Check each line of the data for "Ερμουπόλεως" and select those that have it.

> _Stored items_
- - - - -

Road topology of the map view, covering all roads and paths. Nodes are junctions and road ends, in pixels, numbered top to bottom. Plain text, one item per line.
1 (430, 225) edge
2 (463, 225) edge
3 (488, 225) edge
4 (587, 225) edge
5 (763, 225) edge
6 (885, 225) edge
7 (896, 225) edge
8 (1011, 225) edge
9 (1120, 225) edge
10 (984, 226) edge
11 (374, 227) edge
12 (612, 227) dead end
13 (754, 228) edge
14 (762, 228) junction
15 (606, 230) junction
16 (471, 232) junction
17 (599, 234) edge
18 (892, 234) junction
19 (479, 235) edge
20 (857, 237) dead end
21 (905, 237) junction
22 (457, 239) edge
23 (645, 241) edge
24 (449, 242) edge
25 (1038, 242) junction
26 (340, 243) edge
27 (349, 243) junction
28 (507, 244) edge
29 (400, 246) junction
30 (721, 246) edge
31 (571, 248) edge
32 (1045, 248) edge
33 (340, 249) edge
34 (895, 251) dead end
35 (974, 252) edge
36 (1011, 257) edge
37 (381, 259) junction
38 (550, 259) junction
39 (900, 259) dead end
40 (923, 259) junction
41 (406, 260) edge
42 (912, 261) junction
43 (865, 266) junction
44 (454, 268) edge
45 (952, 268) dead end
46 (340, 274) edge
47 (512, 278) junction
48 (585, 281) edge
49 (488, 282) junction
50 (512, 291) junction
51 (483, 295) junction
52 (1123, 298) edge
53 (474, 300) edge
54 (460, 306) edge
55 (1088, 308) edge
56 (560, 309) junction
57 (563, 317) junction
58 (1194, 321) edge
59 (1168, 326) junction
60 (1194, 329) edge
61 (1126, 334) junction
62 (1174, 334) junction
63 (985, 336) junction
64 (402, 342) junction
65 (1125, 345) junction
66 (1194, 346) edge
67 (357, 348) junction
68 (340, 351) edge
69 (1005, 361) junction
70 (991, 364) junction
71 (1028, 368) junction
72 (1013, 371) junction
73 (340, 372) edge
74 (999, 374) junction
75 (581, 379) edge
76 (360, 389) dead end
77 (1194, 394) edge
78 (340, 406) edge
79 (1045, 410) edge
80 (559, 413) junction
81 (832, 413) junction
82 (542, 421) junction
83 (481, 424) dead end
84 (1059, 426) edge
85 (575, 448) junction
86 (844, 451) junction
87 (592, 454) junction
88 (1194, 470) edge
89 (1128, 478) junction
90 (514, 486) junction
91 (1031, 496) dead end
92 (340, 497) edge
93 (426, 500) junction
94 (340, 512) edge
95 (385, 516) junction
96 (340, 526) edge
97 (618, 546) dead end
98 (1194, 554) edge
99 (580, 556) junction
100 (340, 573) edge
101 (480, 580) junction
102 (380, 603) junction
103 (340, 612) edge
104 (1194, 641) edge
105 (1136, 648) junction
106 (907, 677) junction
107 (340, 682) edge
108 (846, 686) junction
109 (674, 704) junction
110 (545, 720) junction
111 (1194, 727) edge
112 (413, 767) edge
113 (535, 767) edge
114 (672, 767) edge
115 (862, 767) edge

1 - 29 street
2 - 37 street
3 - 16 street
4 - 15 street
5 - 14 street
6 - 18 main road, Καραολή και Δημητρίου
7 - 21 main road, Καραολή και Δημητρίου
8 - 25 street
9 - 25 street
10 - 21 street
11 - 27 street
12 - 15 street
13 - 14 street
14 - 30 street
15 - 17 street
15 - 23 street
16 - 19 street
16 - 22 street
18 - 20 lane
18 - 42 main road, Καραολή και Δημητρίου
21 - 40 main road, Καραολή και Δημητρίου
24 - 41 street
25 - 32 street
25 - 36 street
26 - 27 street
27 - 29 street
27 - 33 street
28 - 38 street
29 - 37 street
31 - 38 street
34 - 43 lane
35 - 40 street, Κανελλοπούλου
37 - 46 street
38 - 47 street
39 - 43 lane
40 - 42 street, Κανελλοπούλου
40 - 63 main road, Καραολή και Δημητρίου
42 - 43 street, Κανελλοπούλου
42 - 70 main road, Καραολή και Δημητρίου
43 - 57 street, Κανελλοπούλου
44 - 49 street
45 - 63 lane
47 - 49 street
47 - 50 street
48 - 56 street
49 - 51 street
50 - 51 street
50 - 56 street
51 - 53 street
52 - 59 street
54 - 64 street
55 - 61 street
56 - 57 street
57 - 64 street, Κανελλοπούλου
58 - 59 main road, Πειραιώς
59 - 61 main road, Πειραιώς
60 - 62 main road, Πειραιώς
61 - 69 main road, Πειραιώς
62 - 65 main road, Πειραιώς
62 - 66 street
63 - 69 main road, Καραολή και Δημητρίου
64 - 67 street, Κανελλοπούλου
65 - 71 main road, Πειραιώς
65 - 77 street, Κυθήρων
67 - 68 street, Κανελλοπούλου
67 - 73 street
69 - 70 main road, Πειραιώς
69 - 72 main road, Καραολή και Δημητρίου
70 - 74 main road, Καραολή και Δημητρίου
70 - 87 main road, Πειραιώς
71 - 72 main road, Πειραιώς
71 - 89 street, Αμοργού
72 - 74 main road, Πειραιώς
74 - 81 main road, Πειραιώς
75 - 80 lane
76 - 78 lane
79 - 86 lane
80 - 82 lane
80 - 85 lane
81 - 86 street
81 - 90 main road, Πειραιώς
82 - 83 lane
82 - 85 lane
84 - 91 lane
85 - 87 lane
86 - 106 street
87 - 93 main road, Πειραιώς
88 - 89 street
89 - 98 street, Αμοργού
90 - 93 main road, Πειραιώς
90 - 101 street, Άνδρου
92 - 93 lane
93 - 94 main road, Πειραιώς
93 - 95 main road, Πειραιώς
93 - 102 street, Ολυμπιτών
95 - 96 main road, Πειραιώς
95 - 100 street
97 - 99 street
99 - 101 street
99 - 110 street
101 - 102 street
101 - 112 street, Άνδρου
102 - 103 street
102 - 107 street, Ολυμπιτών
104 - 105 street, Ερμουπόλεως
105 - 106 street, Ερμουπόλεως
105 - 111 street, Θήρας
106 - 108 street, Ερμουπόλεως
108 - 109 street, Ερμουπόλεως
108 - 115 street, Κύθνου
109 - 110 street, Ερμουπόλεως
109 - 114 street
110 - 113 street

- - - - -

> _Answer to this exercise_
104 - 105 street, Ερμουπόλεως
105 - 106 street, Ερμουπόλεως
106 - 108 street, Ερμουπόλεως
108 - 109 street, Ερμουπόλεως
109 - 110 street, Ερμουπόλεως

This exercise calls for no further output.